Something unexpected happened as I looked down to watch two Mercedes-Benz EVs crash into each other: I felt… scared.
It was the culmination of a day spent with Mercedes-Benz discussing the company's plans to fully prevent serious injuries in its vehicles and the first time an automaker publicly conducted a crash test between two EVs, in this case with a select group of journalists in attendance. Witnessing two cars smash into each other would be, at the very least, very exciting.
But I didn't expect to feel my stomach drop in the moment of impact and the dread that lingered after. The experience hammered home the importance of all the safety measures automakers implement in the cars we spend our lives with and how much work goes into engineering the successful outcomes we hope we never have to experience firsthand.
I was among a handful of journalists Mercedes-Benz brought to its Technology Center for Vehicle Safety in Sindelfingen, Germany, a substantial testing facility where the automaker conducts its crash tests throughout the year. The goal was to demonstrate that a collision involving such vehicles is no worse than what we see with gas-powered vehicles. This kind of test goes beyond the standards used by organizations who rate vehicle safety, company spokespeople were keen to point out.
Before the test, we had multiple sessions with specialists from the tech center who walked us through different aspects of Mercedes-Benz's approach to vehicle safety while reiterating its "Mission Zero" goal to eliminate car crashes in its vehicles by the year 2050.
Yes, completely. Paul Dick, director of vehicle safety at Mercedes-Benz, claimed there are currently 1.3 million annual road fatalities worldwide. He equates this to 12 large commercial planes full of people crashing every day for a year, a figure he finds unacceptable. Dick hopes that with the ambitious 2050 target in its sights, Mercedes-Benz can significantly reduce in-car fatalities per every milestone on the way.
The way forward is to prevent incidents before they happen, and to be fully prepared if/when they do. A major factor in this vision is autonomous vehicle functions, as discussed around the cars from the Mercedes-Benz ESF (Experimental Safety Vehicles or Experimentelles Sicherheitsfahrzeug) program, which houses many of the prototypical versions of the automaker's safety innovations. ESF 2019, in particular, showcased many possible solutions for autonomous road safety, such as implementing ways to communicate with other drivers and passengers of what the vehicle may be doing while in self-driving mode, using LED screens on the rear windshield to display messages to following cars, and even indicating that its occupant is literally sleeping behind the wheel.
Specialists then walked us through the brand's four stages of its approach to crash safety.
Stage one is assistance, provided by functions like emergency braking and blind-spot monitoring.

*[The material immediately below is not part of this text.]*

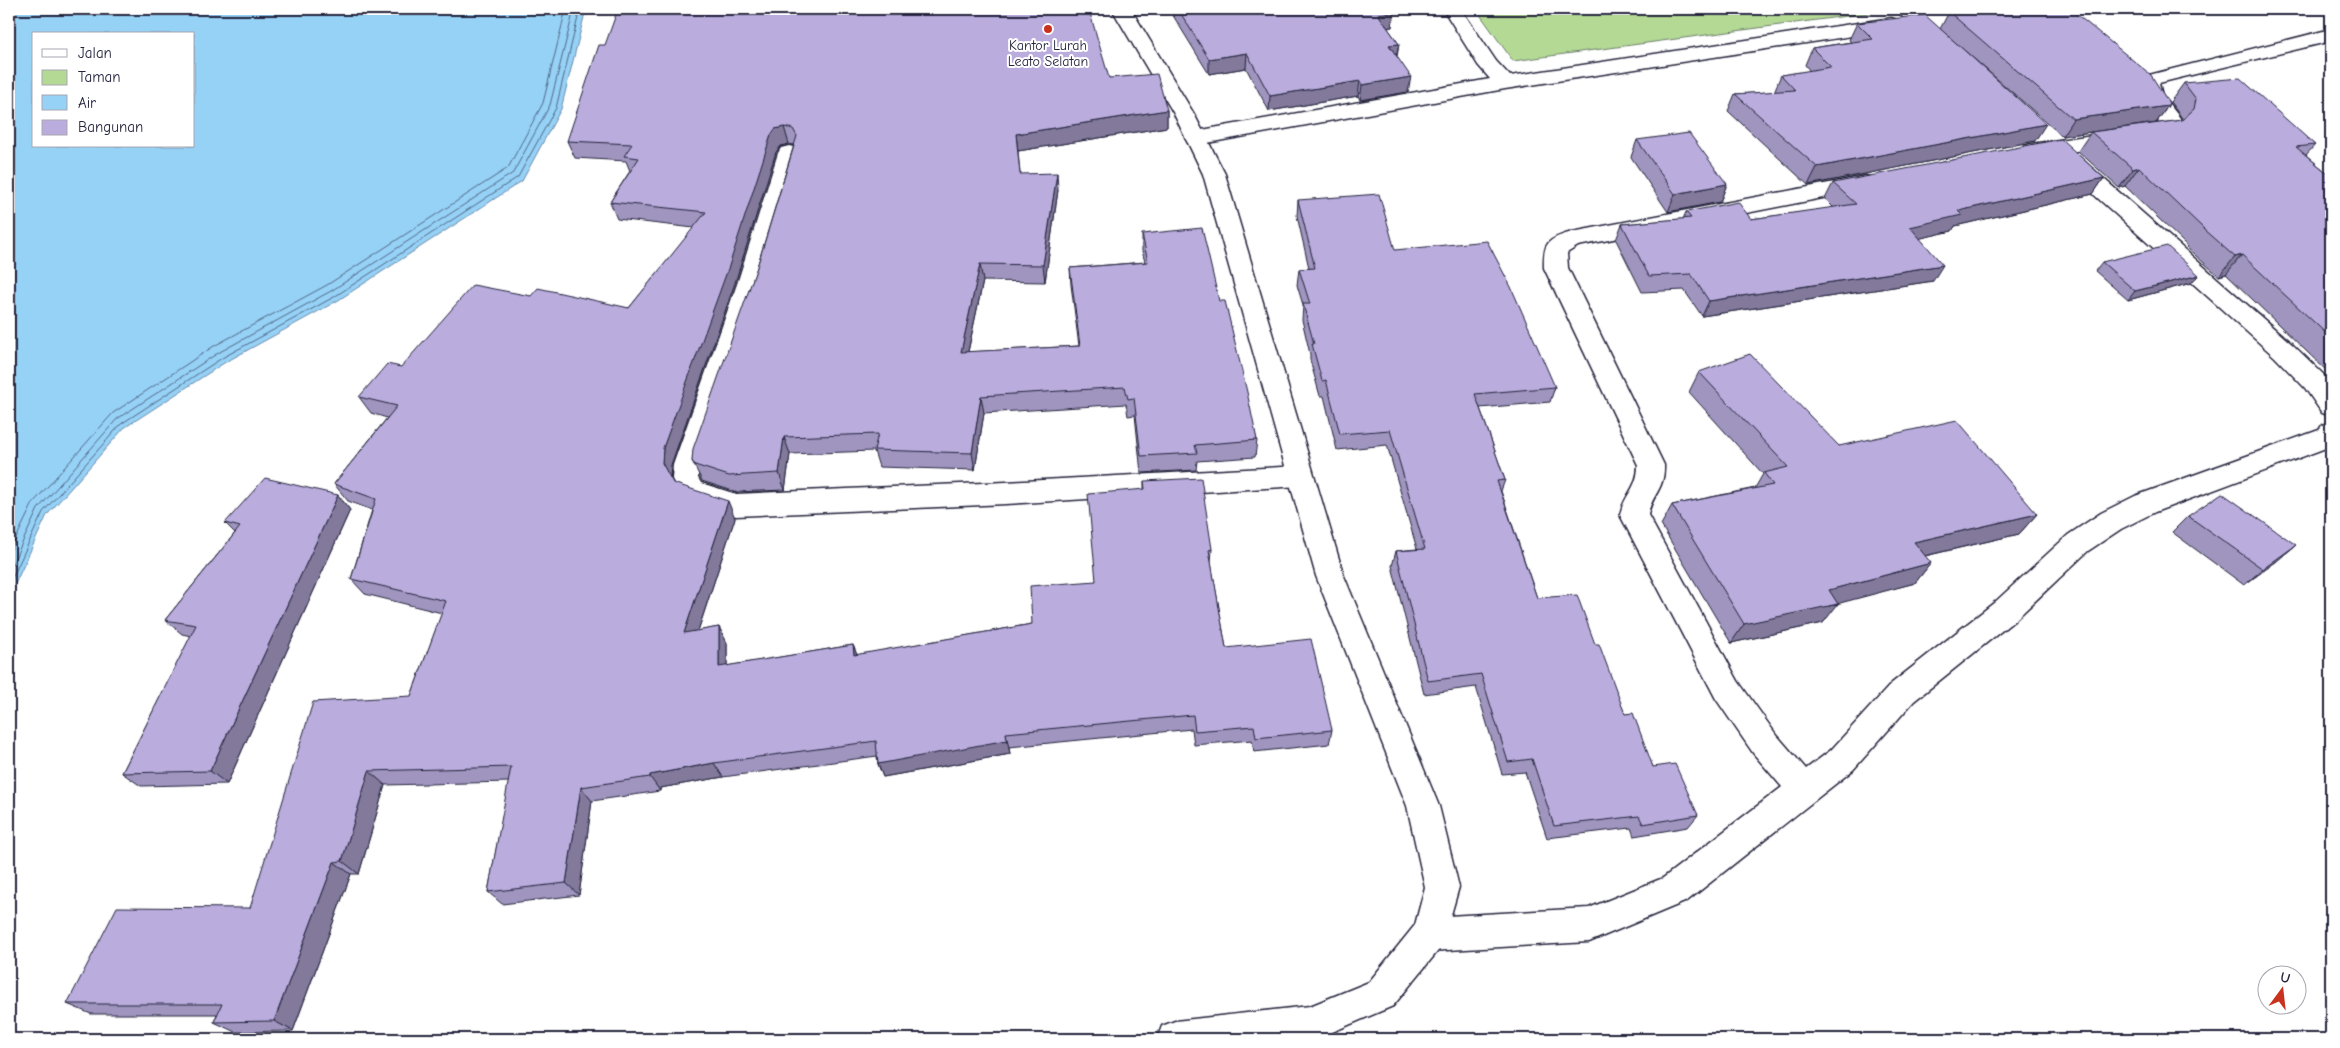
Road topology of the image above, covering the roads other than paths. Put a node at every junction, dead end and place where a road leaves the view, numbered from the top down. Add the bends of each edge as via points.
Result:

Stage two is preparation for when the car's "safety brain" senses an imminent collision, engaging systems like seat-belt tensioners and prepping the airbags for deployment.
Stage three, airbag deployment, is about protection, and stage four is helping in post-collision situations with automatic hazard lights, calling emergency centers, and—with EVs—automatically shutting down the high-voltage system, allowing responders to safely access the vehicle. Our specialist pointed out that emergency responders procedurally disconnect the battery at the start of a rescue in a gas-powered car and that Mercedes provides a wire for them to cut in its EVs for the same purpose.